In this second and closer look at the horses, Ben-Hur read the story of their relation to their master. They had grown up under his eyes, objects of his special care in the day, his visions of pride in the night, with his family at home in the black tent out on the shadeless bosom of the desert, as his children beloved. That they might win him a triumph over the haughty and hated Roman, the old man had brought his loves to the city, never doubting they would win, if only he could find a trusty expert to take them in hand; not merely one with skill, but of a spirit which their spirits would acknowledge. Unlike the colder people of the West, he could not protest the driver’s inability, and dismiss him civilly; an Arab and a sheik, he had to explode, and rive the air about him with clamour.

Before the patriarch was done with his expletives, a dozen hands were at the bits of the horses, and their quiet assured. About that time, another chariot appeared upon the track; and, unlike the others, driver, vehicle, and racers were precisely as they would be presented in the Circus the day of final trial. For a reason which will presently be more apparent, it is desirable now to give this turnout plainly to the reader.

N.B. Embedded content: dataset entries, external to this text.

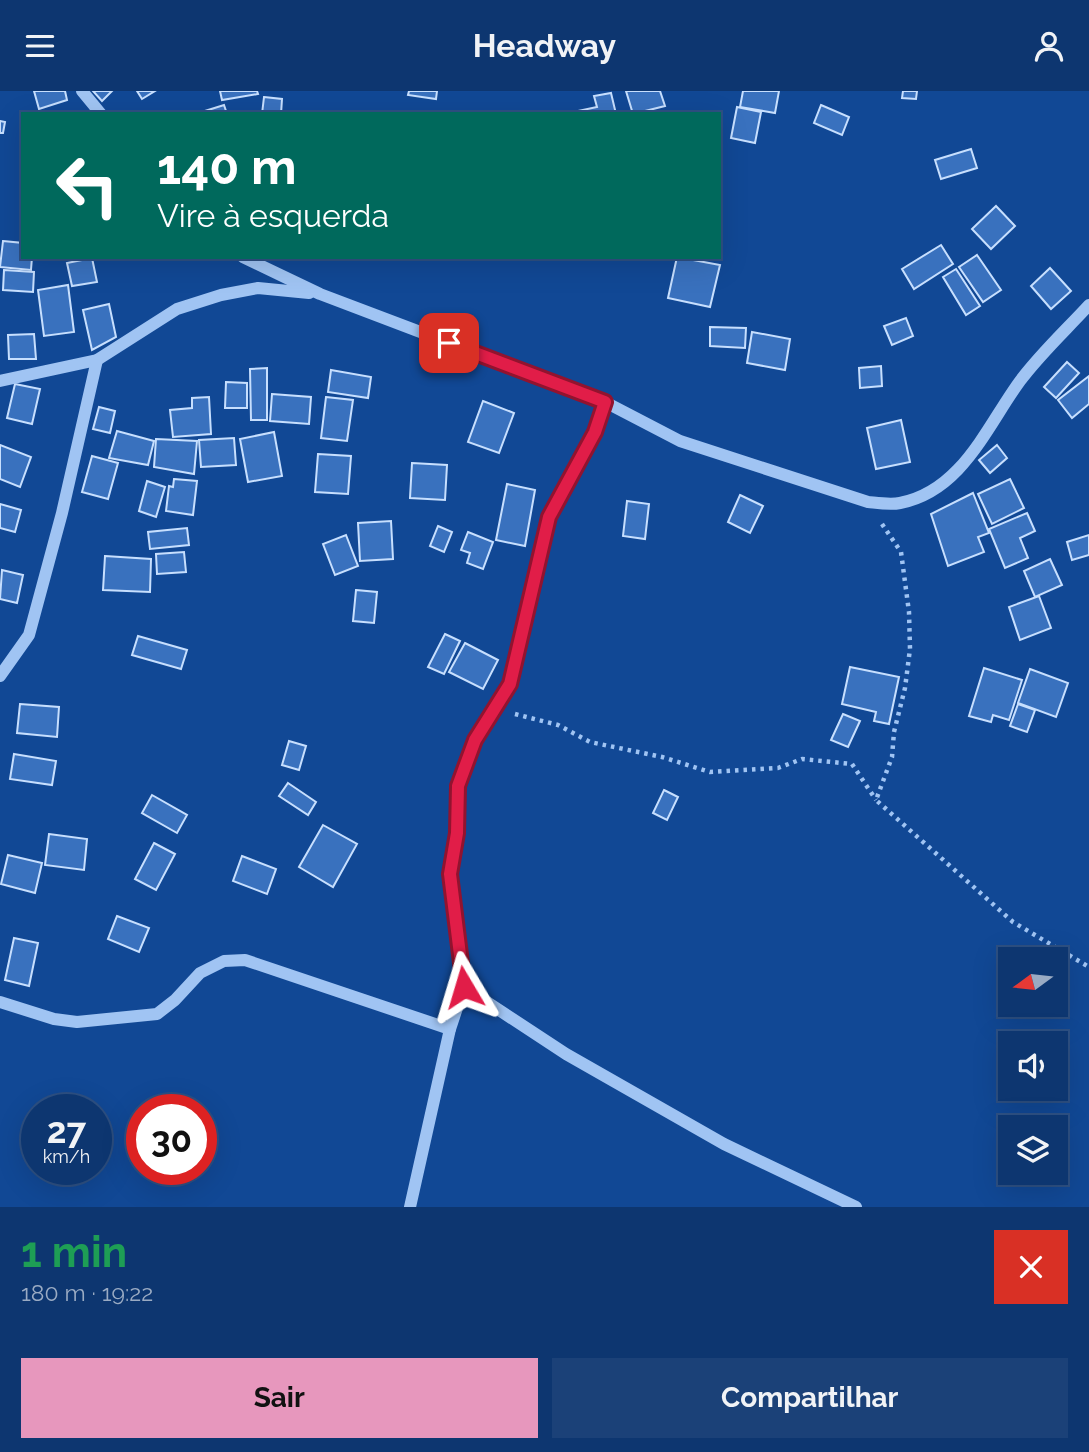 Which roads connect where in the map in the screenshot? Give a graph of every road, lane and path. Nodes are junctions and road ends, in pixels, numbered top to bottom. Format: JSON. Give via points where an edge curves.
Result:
{"nodes":[{"id":1,"x":82,"y":91,"type":"edge"},
{"id":2,"x":100,"y":112,"type":"edge"},
{"id":3,"x":247,"y":259,"type":"edge"},
{"id":4,"x":320,"y":294,"type":"junction"},
{"id":5,"x":1089,"y":305,"type":"edge"},
{"id":6,"x":97,"y":360,"type":"junction"},
{"id":7,"x":0,"y":380,"type":"edge"},
{"id":8,"x":605,"y":402,"type":"junction"},
{"id":9,"x":867,"y":502,"type":"junction"},
{"id":10,"x":0,"y":676,"type":"edge"},
{"id":11,"x":495,"y":707,"type":"junction"},
{"id":12,"x":876,"y":800,"type":"junction"},
{"id":13,"x":1089,"y":967,"type":"edge"},
{"id":14,"x":464,"y":987,"type":"junction"},
{"id":15,"x":0,"y":1002,"type":"edge"},
{"id":16,"x":450,"y":1029,"type":"junction"},
{"id":17,"x":410,"y":1207,"type":"edge"},
{"id":18,"x":856,"y":1207,"type":"edge"}],
"edges":[{"from":1,"to":2,"type":"street"},
{"from":3,"to":4,"type":"street"},
{"from":4,"to":6,"type":"street","via":[[258,288],[221,295],[177,309]]},
{"from":4,"to":8,"type":"street"},
{"from":5,"to":9,"type":"street","via":[[1021,380],[985,437],[953,474],[925,495],[898,504]]},
{"from":6,"to":7,"type":"street"},
{"from":6,"to":10,"type":"street","via":[[29,635]]},
{"from":8,"to":9,"type":"street","via":[[680,441]]},
{"from":8,"to":11,"type":"street","via":[[595,432],[549,517],[510,684]]},
{"from":9,"to":12,"type":"path","via":[[901,552],[909,612],[905,688],[892,757]]},
{"from":11,"to":12,"type":"path","via":[[558,725],[590,742],[710,772],[778,768],[802,759],[832,760],[852,765]]},
{"from":11,"to":14,"type":"street","via":[[475,740],[458,786],[450,874]]},
{"from":12,"to":13,"type":"path","via":[[1013,922]]},
{"from":14,"to":16,"type":"street"},
{"from":14,"to":18,"type":"street","via":[[566,1054],[724,1144]]},
{"from":15,"to":16,"type":"street","via":[[77,1022],[157,1014],[200,973],[224,961],[245,960]]},
{"from":16,"to":17,"type":"street"}]}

There should be no difficulty in understanding the carriage known to us all as the chariot of classical renown. One has but to picture to himself a dray with low wheels and broad axle, surmounted by a box open at the tail-end. Such was the primitive pattern. Artistic genius came along in time, and, touching the rude machine, raised it into a thing of beauty- that, for instance, in which Aurora, riding in advance of the dawn, is given to our fancy.

The jockeys of the ancients, quite as shrewd and ambitious as their successors of the present, called their humblest turnout a two, and their best in grade a four; in the latter, the contested the Olympics and the other festal shows founded in imitation of them.

The same sharp gamesters preferred to put their horses to the chariot all abreast; and for distinction they termed the two next the pole yoke-steeds, and those on the right and left outside trace-mates. It was their judgment, also, that, by allowing the fullest freedom of action, the greatest speed was attainable; accordingly, the harness resorted to was peculiarly simple; in fact, there was nothing of it save a collar round the animal’s neck, and a trace fixed to the collar, unless the lines and a halter fall within the term. Wanting to hitch up, the masters pinned a narrow wooden yoke, or cross-tree, near the end of the pole, and, by straps passed through rings at the end of the yoke, buckled the latter to the collar. The traces of the yoke-steeds they hitched to the axle; those of the trace-mates to the top rim of the chariot-bed. There remained then but the adjustment of the lines, which, judged by the modern devices, was not the least curious part of the method. For this there was a large ring at the forward extremity of the pole; securing the ends to that ring first they parted the lines so as to give one to each horse and proceeded to pass them to the driver, slipping them separately through rings on the inner side of the halters at the mouth.